Fieles a las raíces, en el Barrio Norte

Los hermanos Miguel y Jorge Amado repasaron la historia familiar, que se inició con la llegada al país de su abuelo, Miguel, procedente del Líbano.

 

   Una vieja esquina del Barrio Norte, que en otros tiempos fue almacén y hoy autoservicio, fue el lugar del encuentro con Miguel César y Jorge Alberto Amado, nietos de un inmigrante libanés que llegó a Chivilcoy en los primeros años del siglo pasado.

   Los Amado conforman una familia numerosa, que ha tenido una particularidad: la gran mayoría de sus integrantes han permanecido en la zona norte de la ciudad. Este hecho se puede verificar con un simple repaso por la guía telefónica, donde aparecen los domicilios en las avenidas Bernardo de Irigoyen, Urquiza y Soárez o en las calles El Maestro Argentino, Viamonte y Humberto Primo.

   El diálogo se vio enriquecido con la participación de clientes –a la vez, vecinos y amigos de la familia-, quienes relataron viejas anécdotas y recordaron el microclima especial que rodeaba al barrio en los tiempos en que funcionaba la desaparecida Estación Chivilcoy Norte del Ferrocarril Oeste (rebautizado Sarmiento después de la nacionalización de mediados de la década del ‘40).

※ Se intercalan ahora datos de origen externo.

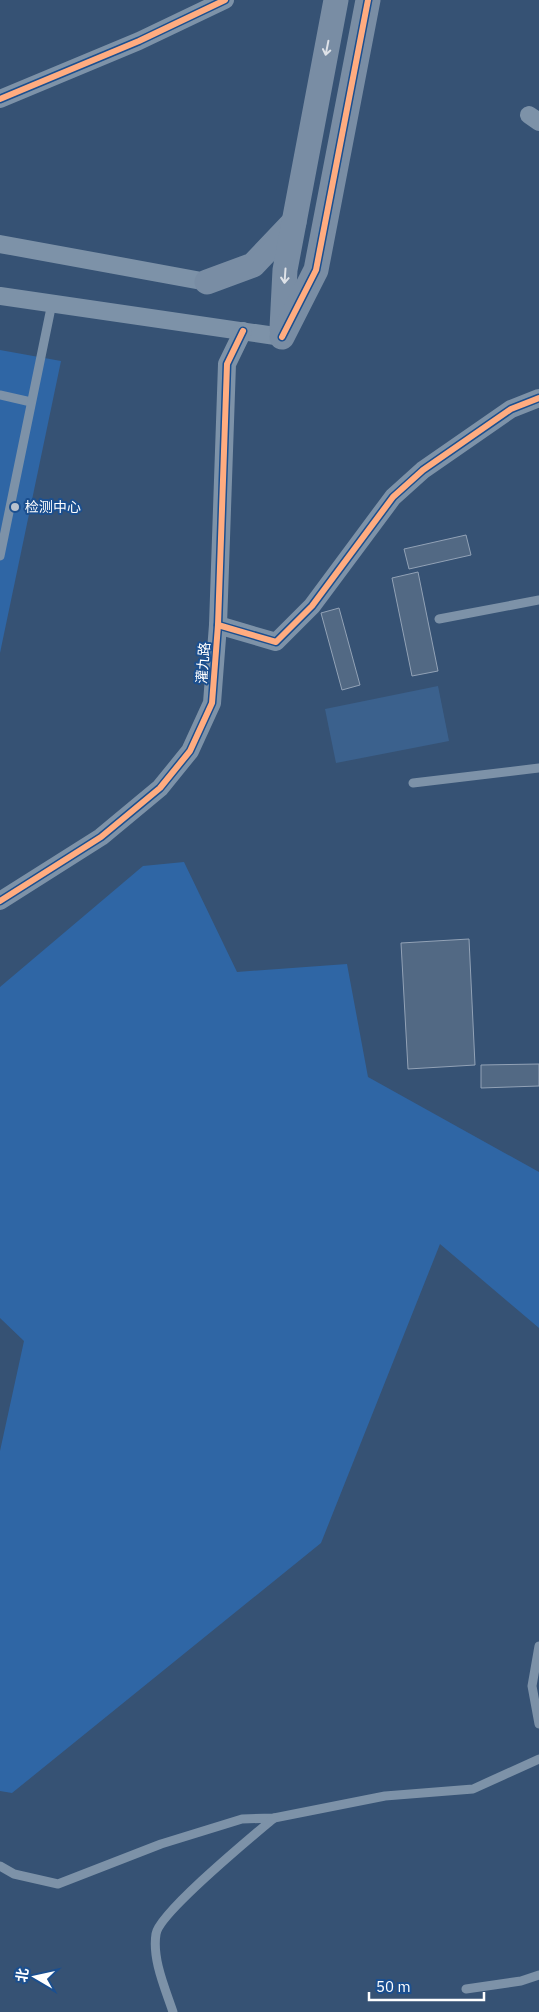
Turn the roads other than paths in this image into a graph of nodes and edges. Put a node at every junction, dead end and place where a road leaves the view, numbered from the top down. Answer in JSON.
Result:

   “Miguel Amado, mi abuelo, llegó del Líbano cuando tenía catorce años. Puso un negocio, un almacén en avenida Bernardo de Irigoyen y Olavarría, donde después estuvo la Panadería Ricardi. Además, arreglaba y fabricaba bolsas de arpillera. Por cada tres bolsas para trigo o maíz, hacía una de avena, que eran más anchas y más grandes porque la avena es liviana. Tenía clientes que se las encargaban y él las hacía arriba del mostrador, cuando tenía tiempo. No hacía repartos; siempre estuvo en el negocio. Con el primer matrimonio tuvo dos hijos y con el segundo matrimonio, cinco: Dolores (‘Ñata’), Ema (‘Chita’), Miguel César (‘Lucho’), Roberto (‘Beto’) y ‘Cacho’. ‘Beto’ y ‘Cacho’ se fueron a vivir a 25 de Mayo. De mi abuela no recuerdo el nombre. Mi papá siempre nos contaba que falleció cuando él tenía cinco años. Mi abuelo murió a los setenta años. A la cuchara le decía mákara y al cuchillo, sik. Cuando falleció mi abuelo, mi papá se quedó con la esquina. Les fue dando de a poco la parte a cada hermano. Después de algunos años, se la vendió a Ricardi, que hizo la panadería”, relata Miguel César, quien lleva los mismos nombres que su abuelo y su padre.  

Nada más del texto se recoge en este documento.